A collaboration of scientists from the RIKEN SPring-8 Center, Osaka University, the Japan Atomic Energy Agency, and the Japan Synchrotron Radiation Research Institute have published research clarifying the role of magnetism in a new type of high-temperature superconductor. The research, just published as a Rapid Communication in Physical Review B, gives us a better understanding of the atomic-scale behavior of these materials. Physicists hope that, by understanding how these materials superconduct at relatively high temperature, they can eventually learn enough to make materials that superconduct close to room temperature.
It is known that the phenomenon of superconductivity—where materials conduct electricity without resistance—arises when pairs of electrons become coupled together or "paired". With traditional superconductors, this pairing arises due to vibrations of the ions in the structure. But this is not always the case: there are other types of materials, such as cuprate superconductors and a relatively new class of superconductor iron-pnictide superconductors, that was discovered by a group led by Hideo Hosono at the Tokyo Institute of Technology, where magnetism may be the paring mechanism.

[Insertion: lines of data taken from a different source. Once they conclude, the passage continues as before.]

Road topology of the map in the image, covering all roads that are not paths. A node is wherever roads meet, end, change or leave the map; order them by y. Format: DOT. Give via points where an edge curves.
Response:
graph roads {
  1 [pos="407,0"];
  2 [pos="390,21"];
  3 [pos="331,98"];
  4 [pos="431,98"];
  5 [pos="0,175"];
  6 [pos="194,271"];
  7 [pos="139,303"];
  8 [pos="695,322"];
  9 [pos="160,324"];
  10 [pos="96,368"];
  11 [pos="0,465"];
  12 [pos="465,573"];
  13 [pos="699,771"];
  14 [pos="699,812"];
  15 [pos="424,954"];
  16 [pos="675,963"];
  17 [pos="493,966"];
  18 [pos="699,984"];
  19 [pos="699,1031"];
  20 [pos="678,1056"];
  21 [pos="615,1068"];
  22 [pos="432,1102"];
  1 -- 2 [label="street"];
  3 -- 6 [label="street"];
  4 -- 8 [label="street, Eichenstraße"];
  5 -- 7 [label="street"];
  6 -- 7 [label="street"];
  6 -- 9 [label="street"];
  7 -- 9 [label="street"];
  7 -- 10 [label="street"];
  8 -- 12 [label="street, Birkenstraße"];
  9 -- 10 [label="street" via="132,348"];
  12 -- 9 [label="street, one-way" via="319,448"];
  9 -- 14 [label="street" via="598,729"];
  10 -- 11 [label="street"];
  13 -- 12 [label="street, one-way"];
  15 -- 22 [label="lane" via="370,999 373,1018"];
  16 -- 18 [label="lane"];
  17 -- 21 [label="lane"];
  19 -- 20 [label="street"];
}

According to Alfred Baron, the leader of the Materials Dynamics Lab at RIKEN SPring-8 Center, “The question we addressed was how the atomic vibrations in the iron pnictides are affected by magnetism. This was especially interesting because atomic vibrations are understood to be driving force of the older type of low-temperature superconductors, while magnetism is considered to be the probable driving mechanism of the new, high-temperature, superconductivity. Thus, it was in some sense, an overlap of the old with the new.”

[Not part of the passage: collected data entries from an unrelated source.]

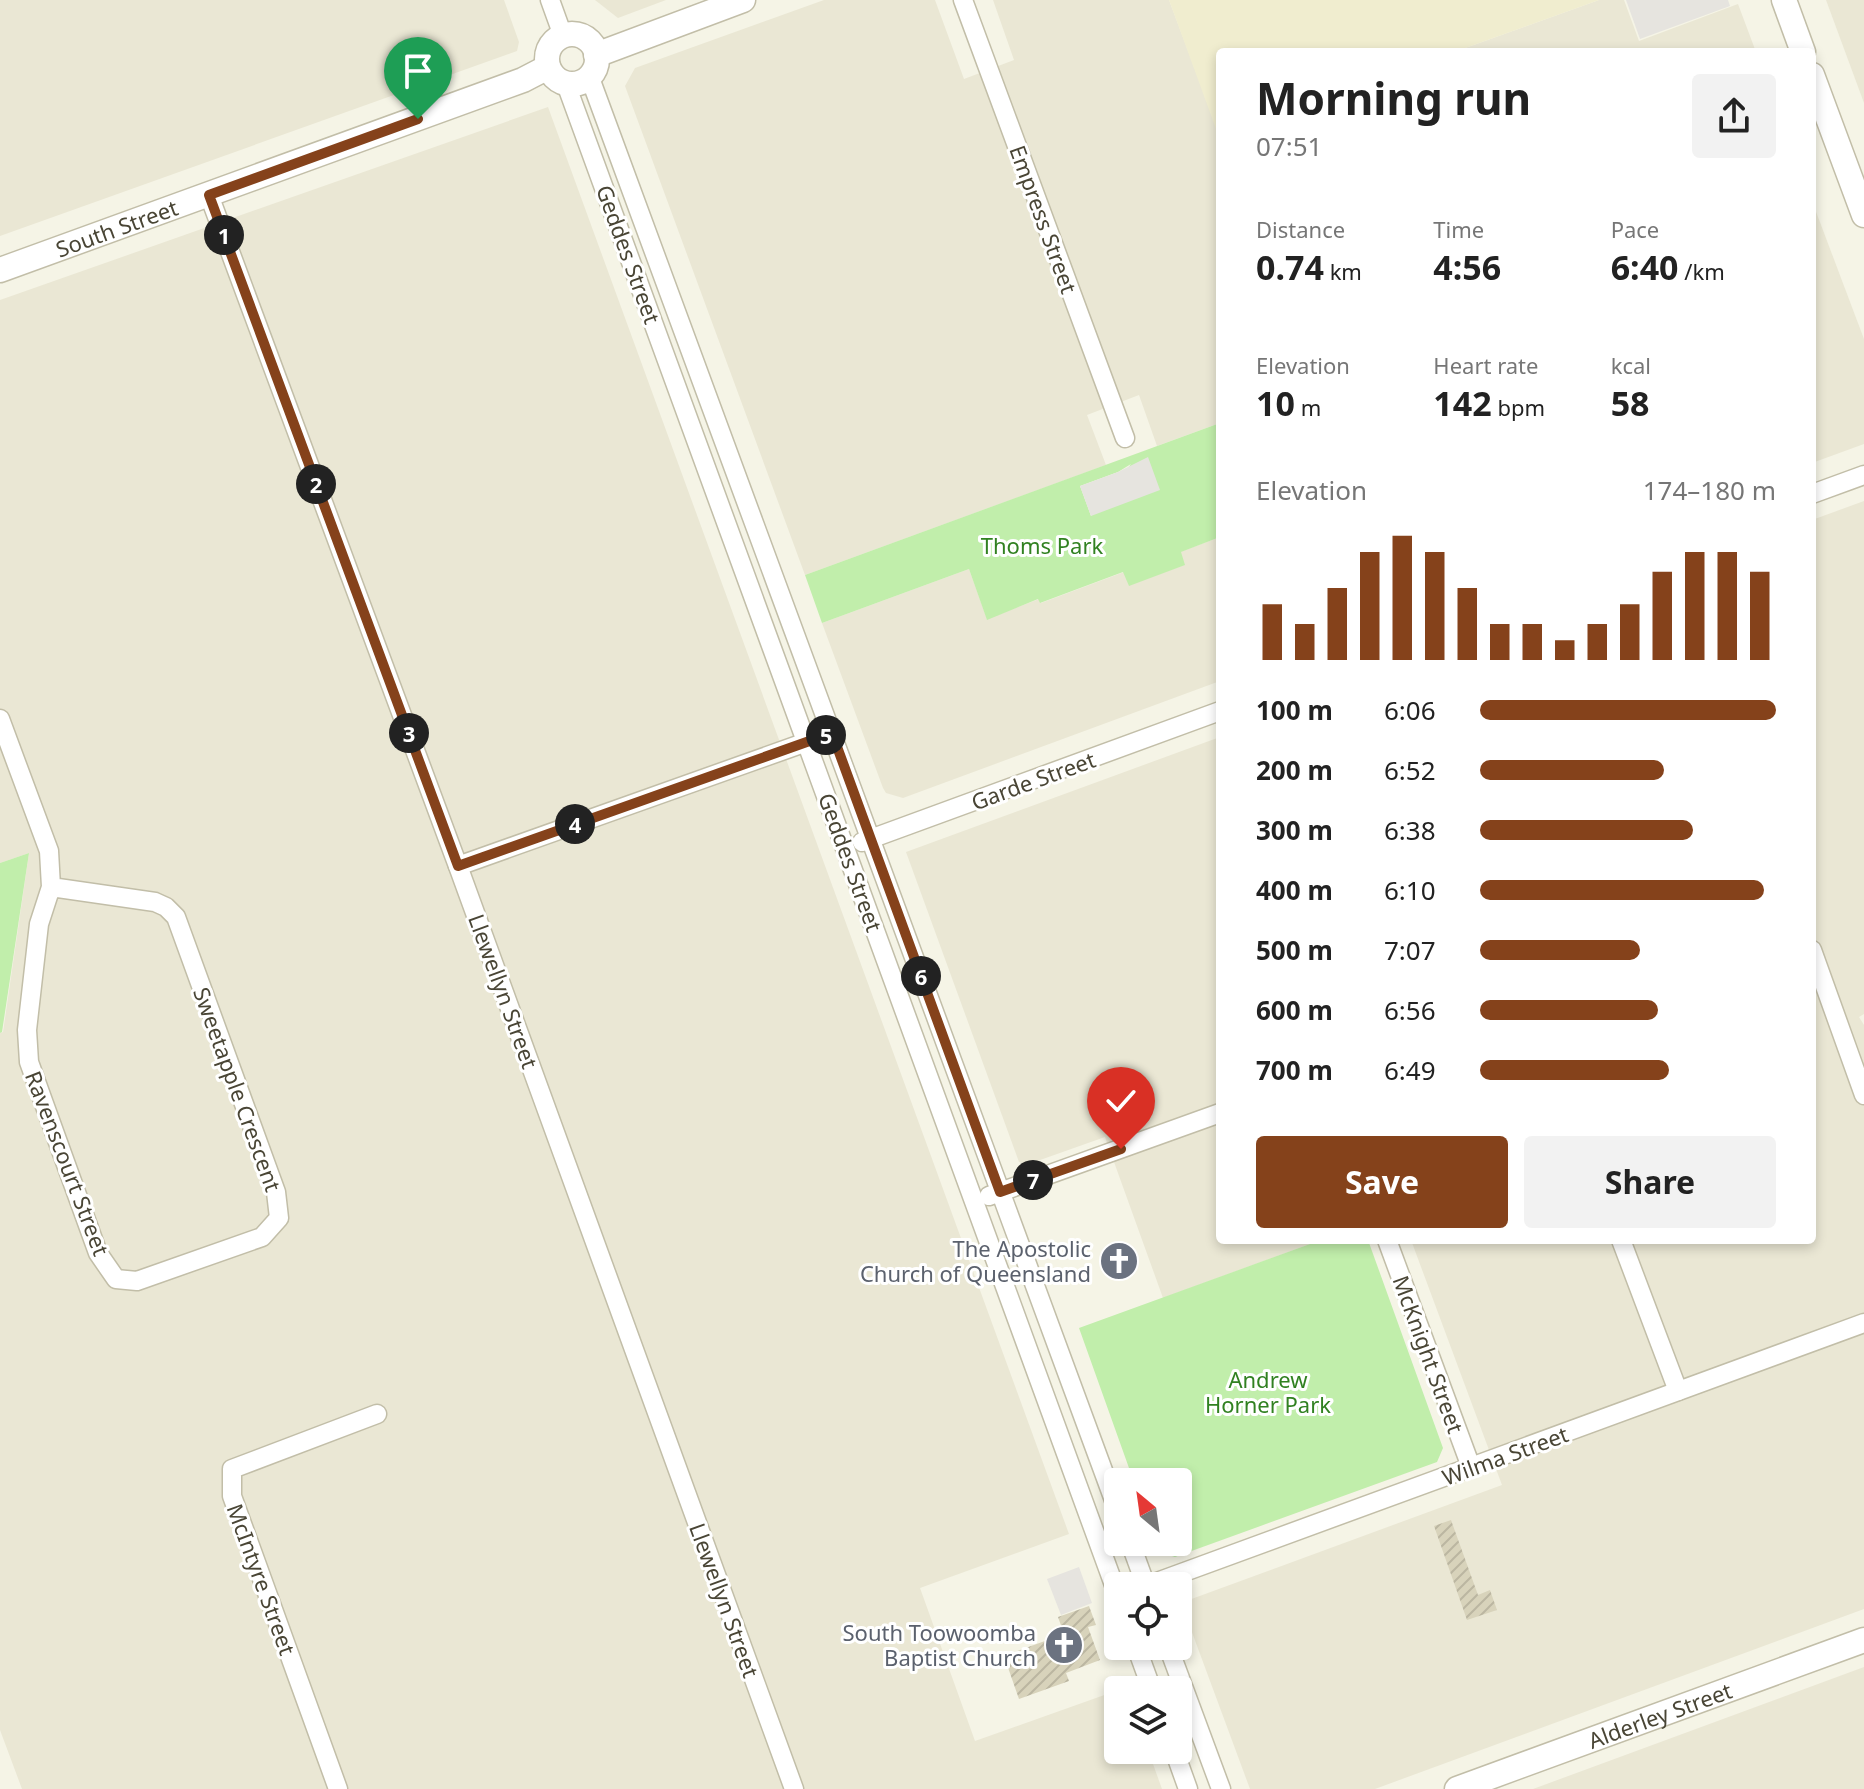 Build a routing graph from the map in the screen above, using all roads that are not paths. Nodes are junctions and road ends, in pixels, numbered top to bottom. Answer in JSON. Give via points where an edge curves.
{"nodes":[{"id":1,"x":550,"y":0,"type":"edge"},
{"id":2,"x":743,"y":0,"type":"edge"},
{"id":3,"x":963,"y":0,"type":"edge"},
{"id":4,"x":1784,"y":0,"type":"edge"},
{"id":5,"x":563,"y":36,"type":"junction"},
{"id":6,"x":1802,"y":48,"type":"edge"},
{"id":7,"x":548,"y":67,"type":"junction"},
{"id":8,"x":584,"y":72,"type":"junction"},
{"id":9,"x":1816,"y":86,"type":"edge"},
{"id":10,"x":209,"y":195,"type":"junction"},
{"id":11,"x":1864,"y":215,"type":"edge"},
{"id":12,"x":0,"y":270,"type":"edge"},
{"id":13,"x":684,"y":334,"type":"junction"},
{"id":14,"x":661,"y":342,"type":"junction"},
{"id":15,"x":1125,"y":438,"type":"dead end"},
{"id":16,"x":1864,"y":475,"type":"edge"},
{"id":17,"x":1816,"y":493,"type":"edge"},
{"id":18,"x":1216,"y":712,"type":"edge"},
{"id":19,"x":0,"y":719,"type":"edge"},
{"id":20,"x":832,"y":733,"type":"junction"},
{"id":21,"x":807,"y":741,"type":"junction"},
{"id":22,"x":870,"y":839,"type":"junction"},
{"id":23,"x":846,"y":848,"type":"junction"},
{"id":24,"x":458,"y":866,"type":"junction"},
{"id":25,"x":51,"y":887,"type":"junction"},
{"id":26,"x":1816,"y":961,"type":"edge"},
{"id":27,"x":1864,"y":1095,"type":"edge"},
{"id":28,"x":1216,"y":1114,"type":"edge"},
{"id":29,"x":1000,"y":1192,"type":"junction"},
{"id":30,"x":975,"y":1201,"type":"junction"},
{"id":31,"x":1388,"y":1244,"type":"edge"},
{"id":32,"x":1623,"y":1244,"type":"edge"},
{"id":33,"x":116,"y":1279,"type":"joint"},
{"id":34,"x":1864,"y":1323,"type":"edge"},
{"id":35,"x":1678,"y":1391,"type":"junction"},
{"id":36,"x":377,"y":1414,"type":"dead end"},
{"id":37,"x":1471,"y":1467,"type":"junction"},
{"id":38,"x":1104,"y":1473,"type":"edge"},
{"id":39,"x":1109,"y":1572,"type":"edge"},
{"id":40,"x":1184,"y":1572,"type":"edge"},
{"id":41,"x":1864,"y":1640,"type":"edge"},
{"id":42,"x":1173,"y":1660,"type":"edge"},
{"id":43,"x":1179,"y":1764,"type":"edge"},
{"id":44,"x":1506,"y":1781,"type":"edge"},
{"id":45,"x":338,"y":1789,"type":"edge"},
{"id":46,"x":794,"y":1789,"type":"edge"},
{"id":47,"x":1188,"y":1789,"type":"edge"},
{"id":48,"x":1221,"y":1789,"type":"edge"},
{"id":49,"x":1457,"y":1789,"type":"edge"}],
"edges":[{"from":1,"to":5,"type":"street"},
{"from":2,"to":8,"type":"street"},
{"from":3,"to":15,"type":"street","name":"Empress Street"},
{"from":4,"to":6,"type":"street"},
{"from":5,"to":7,"type":"street","via":[[549,48]]},
{"from":5,"to":8,"type":"street","via":[[591,43]]},
{"from":7,"to":8,"type":"street","via":[[555,78]]},
{"from":7,"to":10,"type":"street","name":"South Street"},
{"from":8,"to":13,"type":"street","name":"Geddes Street"},
{"from":8,"to":14,"type":"street","name":"Geddes Street"},
{"from":9,"to":11,"type":"street"},
{"from":10,"to":12,"type":"street","name":"South Street"},
{"from":10,"to":24,"type":"street","name":"Llewellyn Street"},
{"from":13,"to":14,"type":"street"},
{"from":13,"to":20,"type":"street","name":"Geddes Street"},
{"from":14,"to":21,"type":"street","name":"Geddes Street"},
{"from":16,"to":17,"type":"street"},
{"from":18,"to":22,"type":"street","name":"Garde Street"},
{"from":19,"to":25,"type":"street","name":"Ravenscourt Street","via":[[49,851]]},
{"from":20,"to":21,"type":"street"},
{"from":20,"to":22,"type":"street","name":"Geddes Street"},
{"from":21,"to":23,"type":"street","name":"Geddes Street"},
{"from":21,"to":24,"type":"street"},
{"from":22,"to":23,"type":"street","name":"Garde Street"},
{"from":22,"to":29,"type":"street","name":"Geddes Street"},
{"from":23,"to":30,"type":"street","name":"Geddes Street"},
{"from":24,"to":46,"type":"street","name":"Llewellyn Street"},
{"from":25,"to":33,"type":"street","name":"Ravenscourt Street","via":[[39,924],[27,1030],[29,1062],[98,1253]]},
{"from":25,"to":33,"type":"street","name":"Sweetapple Crescent","via":[[155,902],[176,917],[276,1192],[279,1218],[262,1237],[137,1281]]},
{"from":26,"to":27,"type":"street"},
{"from":28,"to":29,"type":"street"},
{"from":29,"to":30,"type":"street"},
{"from":29,"to":38,"type":"street","name":"Geddes Street"},
{"from":30,"to":39,"type":"street","name":"Geddes Street"},
{"from":31,"to":37,"type":"street","name":"McKnight Street"},
{"from":32,"to":35,"type":"street"},
{"from":34,"to":35,"type":"street","name":"Wilma Street"},
{"from":35,"to":37,"type":"street","name":"Wilma Street"},
{"from":36,"to":45,"type":"street","name":"McIntyre Street","via":[[232,1469],[232,1496]]},
{"from":37,"to":40,"type":"street","name":"Wilma Street"},
{"from":41,"to":44,"type":"street","name":"Alderley Street"},
{"from":42,"to":48,"type":"street"},
{"from":43,"to":47,"type":"street"},
{"from":44,"to":49,"type":"street","name":"Alderley Street"}]}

Using a technique called inelastic x-ray scattering on two beamlines of the powerful SPring-8 synchrotron facility in Harima, Japan, the group was able to measure the dynamics in specially prepared single-domain samples. Comparing their measurements to calculations then suggested that magnetic fluctuations play an important role in the atomic vibrations. Naoki Murai, the graduate student spearheading the measurement explains, "By very gently pressing the material in the correct direction we were able to observe effects due to the onset of magnetic order". Says Baron, "One of the nice things about this work is that it provides a basis for describing atomic vibrations in this whole class of materials—do calculations with magnetism and then add fluctuations".
Baron says the collaboration will continue to investigate the properties of these fascinating materials, and also, more generally, the interaction of magnetism and atomic vibrations.